Water was scarce and the scathing “Kamsheen” winds peppered man and beast alike with flying pellets of hot sand - it required hard dedicated men to manage the teams in such conditions.
But for all the heat there was an interval during the week that Willie attacked physically with a passion – it was playing Rugby football – and Willie was a member of the feared Auckland Mounted Rifles team that went through the war with victories over all challengers. 
An interesting cross reference of the pay book and the official history of the Auckland Mounted Rifles is that a pay book entry places Willie at Hill 70 at the same time that the AMR history records that an official game of Rugby was played there against a Scots side – one of Rugby’s first Internationals – when the AMR team played a team of Scottish Infantry who had just held back a Turkish attack a few days before at Dueidar.
The book “The Story of Two Campaigns” records:-
“The cordial relations that were established between the Scots and the New Zealanders had their beginning at Hill 70 in a Rugby football match.”
Alas, we can’t be certain that Willie played in that game, however the family knows that although selected to represent New Zealand in an Army team to tour England after the war he was unable to do so when he broke his ankle – folklore has it that he was replaced by one of the soon to be famous Brownlee brothers who went on to become an All Black post war.
Because there is only one pay book that has survived and the entries finish in February 1917 the movements of Willie's 4th Waikato transport section are not known precisely.
The heavy horse transports and Willie continued on through Palestine supporting the fighting men in the field, and they were never far from the firing line, and many, like his brother and others in the transport section, they were destined never to return home.
An abbreviation of William Carter’s war record can be taken from his war history papers:

Willie's pay book lays out the movements of the Heavy Transport Teams.

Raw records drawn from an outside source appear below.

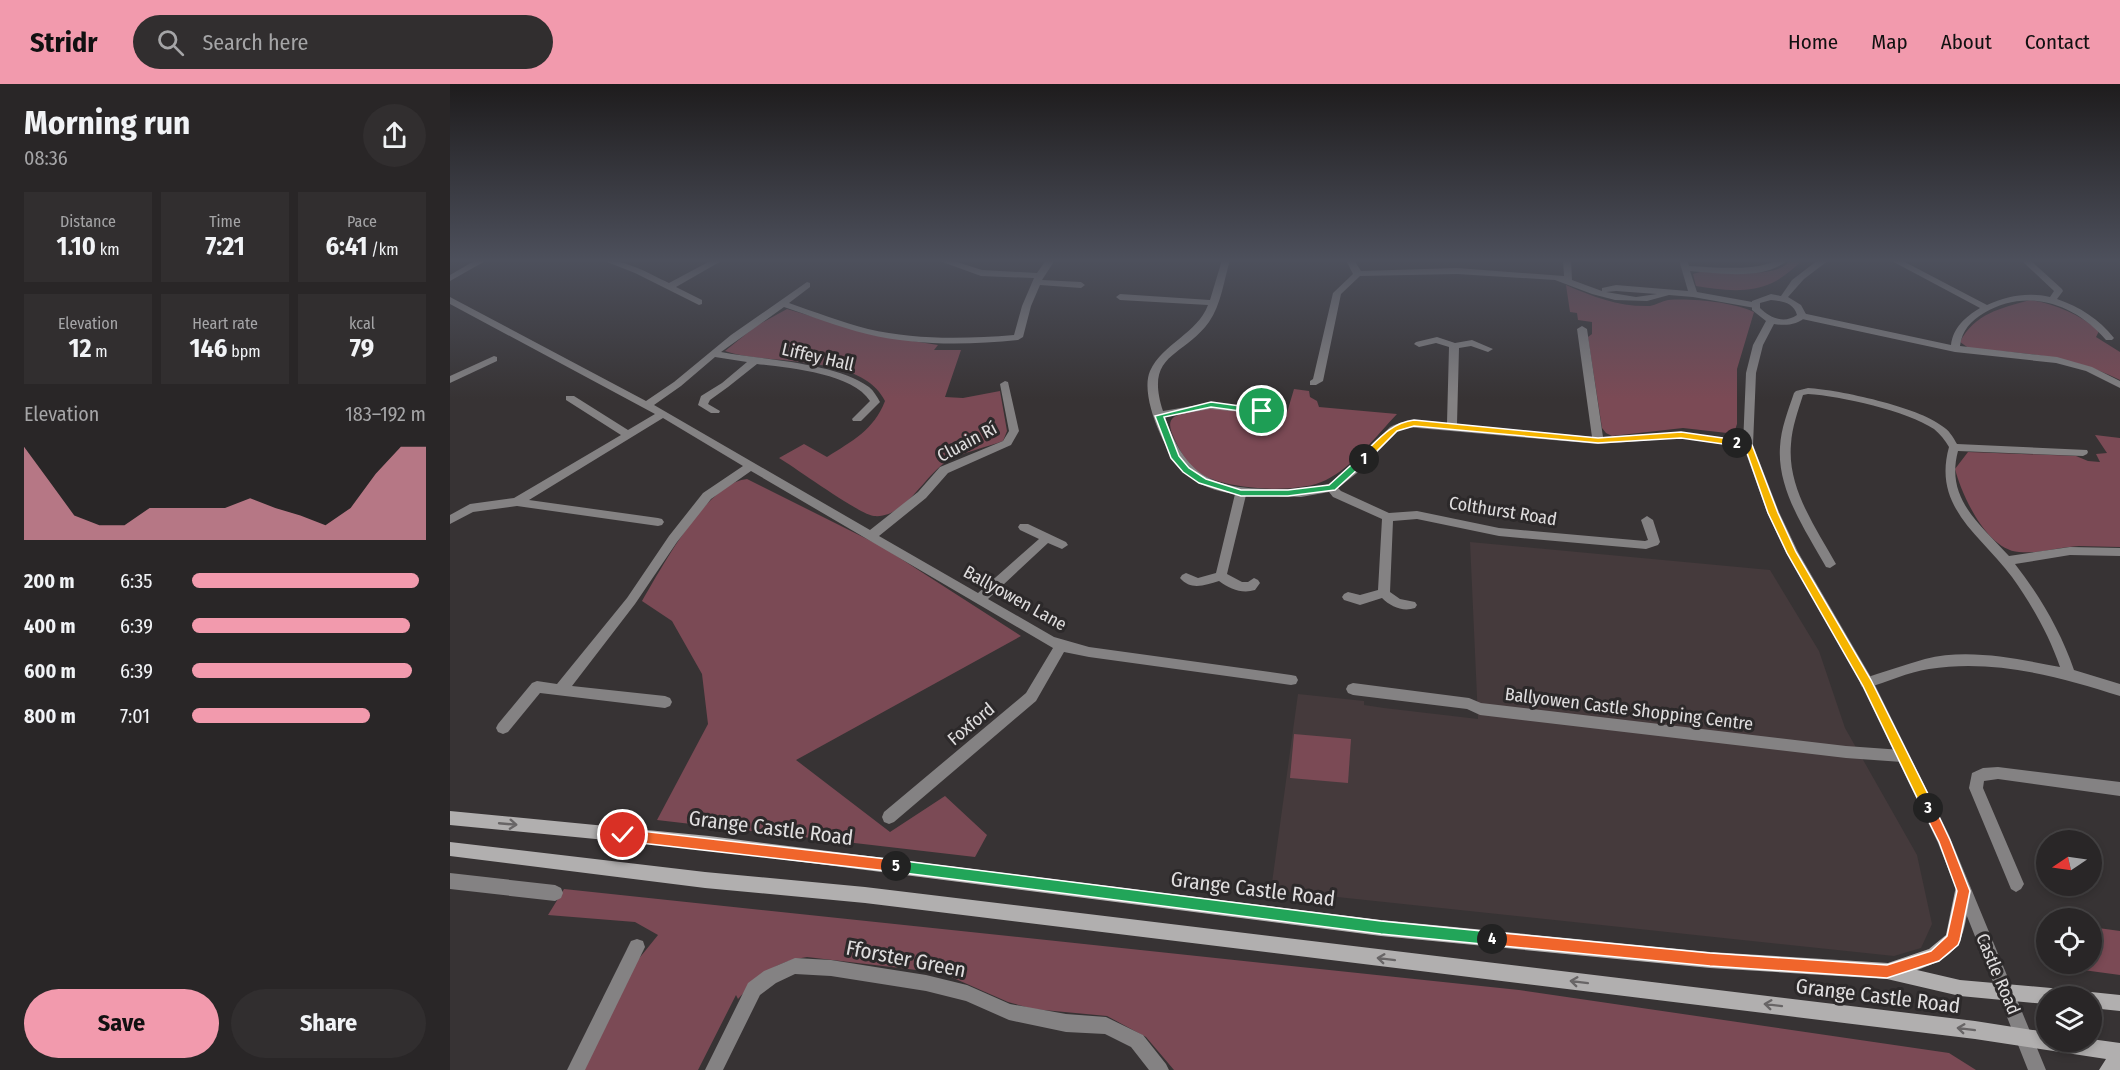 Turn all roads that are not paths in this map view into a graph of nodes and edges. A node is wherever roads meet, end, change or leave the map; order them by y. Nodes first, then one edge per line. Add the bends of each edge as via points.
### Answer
1 (461, 306) edge
2 (782, 306) edge
3 (792, 306) edge
4 (1026, 306) edge
5 (1211, 306) edge
6 (1334, 306) edge
7 (1756, 306) edge
8 (1797, 306) edge
9 (1982, 306) edge
10 (1992, 306) edge
11 (2065, 306) edge
12 (1986, 308) junction
13 (1802, 316) junction
14 (1771, 320) junction
15 (1582, 329) dead end
16 (2109, 338) dead end
17 (1419, 344) dead end
18 (1454, 346) junction
19 (1488, 349) dead end
20 (1955, 349) junction
21 (714, 354) junction
22 (494, 359) dead end
23 (754, 362) junction
24 (450, 380) edge
25 (1313, 383) dead end
26 (1005, 384) dead end
27 (2120, 385) edge
28 (570, 398) dead end
29 (647, 405) junction
30 (715, 411) dead end
31 (1262, 411) dead end
32 (663, 414) junction
33 (1159, 416) junction
34 (857, 419) dead end
35 (1452, 426) junction
36 (627, 434) junction
37 (1598, 441) junction
38 (1748, 445) junction
39 (1954, 447) junction
40 (2083, 452) dead end
41 (751, 466) junction
42 (1331, 487) junction
43 (1241, 493) junction
44 (517, 502) junction
45 (1388, 517) junction
46 (450, 520) edge
47 (1647, 520) dead end
48 (658, 522) dead end
49 (1024, 527) dead end
50 (871, 536) junction
51 (1047, 538) junction
52 (1062, 545) dead end
53 (2120, 552) edge
54 (2006, 561) junction
55 (1830, 564) dead end
56 (1221, 576) junction
57 (1186, 578) dead end
58 (1254, 583) dead end
59 (1384, 593) junction
60 (1348, 597) dead end
61 (979, 600) junction
62 (1411, 605) dead end
63 (1061, 646) junction
64 (2069, 674) junction
65 (1291, 680) dead end
66 (1867, 683) junction
67 (562, 688) junction
68 (1353, 690) dead end
69 (2120, 690) edge
70 (665, 702) dead end
71 (503, 728) dead end
72 (1902, 756) junction
73 (2120, 789) edge
74 (889, 817) dead end
75 (450, 818) edge
76 (450, 849) edge
77 (452, 884) edge
78 (2016, 884) dead end
79 (1963, 891) junction
80 (555, 893) dead end
81 (637, 947) dead end
82 (1887, 971) junction
83 (2006, 992) junction
84 (2036, 995) edge
85 (2102, 1001) edge
86 (2120, 1003) edge
87 (2024, 1038) junction
88 (2120, 1052) edge
89 (2120, 1060) edge
90 (576, 1070) edge
91 (714, 1070) edge
92 (1161, 1070) edge
93 (2037, 1070) edge
94 (2108, 1070) edge

1 - 29 street, Ballyowen Lane
2 - 21 street
3 - 4 street via 886,335 940,340 1018,337
5 - 33 street via 1206,320 1153,373
6 - 25 street via 1318,381
7 - 14 street
8 - 13 street
9 - 12 street
10 - 12 street
11 - 16 street via 2090,317
12 - 20 street via 1961,327
13 - 14 street via 1789,322
13 - 20 street
14 - 38 street, Castle Road via 1758,345 1751,373
15 - 37 street
17 - 18 street via 1437,340
18 - 19 street via 1472,344
18 - 35 street
20 - 27 street via 2056,360 2089,369
21 - 23 street, Liffey Hall
21 - 29 street via 668,393
22 - 24 street
23 - 30 street, Liffey Hall via 705,398 703,405
23 - 34 street, Liffey Hall via 807,368 864,385 875,402
26 - 50 street, Cluain Rí via 1014,430 1007,443 944,470 922,495
28 - 36 street
29 - 32 street, Ballyowen Lane
31 - 33 street via 1211,405
32 - 36 street
32 - 41 street, Ballyowen Lane
33 - 43 street via 1175,458 1186,470 1202,481
35 - 37 street
35 - 42 street via 1414,423 1394,429
36 - 44 street
37 - 38 street via 1681,435
38 - 66 street, Castle Road via 1792,553
39 - 40 street
39 - 54 street via 1949,470 1960,506 1975,530
39 - 55 street via 1944,432 1925,420 1840,395 1801,391 1785,454 1799,506
41 - 50 street, Ballyowen Lane
41 - 67 street via 707,496
42 - 43 street via 1288,493
42 - 45 street, Colthurst Road via 1337,494
43 - 56 street
44 - 46 street via 470,508
44 - 48 street
45 - 47 street, Colthurst Road via 1417,515 1499,532 1646,545 1654,542
45 - 59 street
49 - 51 street
50 - 61 street, Ballyowen Lane
51 - 52 street
51 - 61 street
53 - 54 street via 2070,551
54 - 64 street via 2052,633
56 - 57 street via 1197,583
56 - 58 street via 1241,588
59 - 60 street via 1360,600
59 - 62 street via 1390,601
61 - 63 street, Ballyowen Lane
63 - 65 street, Ballyowen Lane
63 - 74 street, Foxford via 1031,697
64 - 66 street via 1973,660 1927,664
64 - 69 street
66 - 72 street, Castle Road
67 - 70 street
67 - 71 street via 537,687
68 - 72 street, Ballyowen Castle Shopping Centre via 1469,704 1480,710
72 - 79 street, Castle Road via 1944,840
73 - 78 street via 1998,773 1977,778 1976,788
75 -> 82 main road, Grange Castle Road via 709,843 1381,928 1710,960
87 -> 76 main road, Grange Castle Road via 865,895
77 - 80 street
79 - 82 main road via 1953,940 1934,956
79 - 83 street, Castle Road
81 - 90 street
82 - 83 main road, Grange Castle Road via 1960,988
83 - 84 main road, Grange Castle Road
83 - 87 street, Castle Road
85 - 86 main road
87 - 88 main road, Grange Castle Road
87 - 93 street, Castle Road
89 - 94 main road
91 - 92 street, Fforster Green via 754,989 795,966 926,983 967,993 1009,1012 1106,1026 1137,1041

HMNZT 28 the S.S.Tofua takes the Reinforcements to Egypt and to Zeitoun Camp, Cairo.

13/2024 reg number
address Waerenga near Te Kauwhata Waikato.

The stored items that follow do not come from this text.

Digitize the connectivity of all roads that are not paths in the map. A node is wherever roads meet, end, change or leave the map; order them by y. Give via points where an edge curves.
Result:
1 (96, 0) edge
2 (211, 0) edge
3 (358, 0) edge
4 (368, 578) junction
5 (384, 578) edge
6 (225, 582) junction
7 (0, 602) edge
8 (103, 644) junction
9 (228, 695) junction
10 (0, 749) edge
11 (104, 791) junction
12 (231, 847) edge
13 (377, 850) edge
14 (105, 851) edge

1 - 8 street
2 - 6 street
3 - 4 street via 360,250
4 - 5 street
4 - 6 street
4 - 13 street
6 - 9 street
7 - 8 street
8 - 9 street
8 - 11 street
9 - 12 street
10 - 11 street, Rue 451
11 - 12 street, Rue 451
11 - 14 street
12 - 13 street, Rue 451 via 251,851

attained rank of Sergeant -transport.
discharged 5/9/19
Foreign service 3 years 360 days
NZ service 148 days
total service 4 years 144 days
commenced duty 16/4/15
discharged 5/9/19
dec: 1914-15 star - Brit war medal
Hospital malaria temporary to Aotea Hosp. 14/8/18. (from 10/8/ to 18/8 -Kantara -Cairo- Aotea hosp)
one other sick note hospital Cairo 30/12/17 - 20/1/18 no reason other that "sick to hospital"
amr trooper 16/4/15
amr corp 26/6/15
In Egypt 1/8/16
amr in Egypt reduced to trooper 29/10/16
promoted Transport Sergeant 2/8/17 to wars end.
died Hamilton 16/11/80.

footnote: William returned home in 1919 and began driving teams as a private roading contractor, building the numerous roads about the Waikato district as the country was opened up more by settlers and the new combustion engined motor car. He married in 1925 and had a family of three daughters. He returned to Dairy farming in the Waerenga Valley where other brothers and their families farm, and still farm today. Willie sold his property and retired in the mid 60's - a line of children, grandchildren and great grandchildren survive him.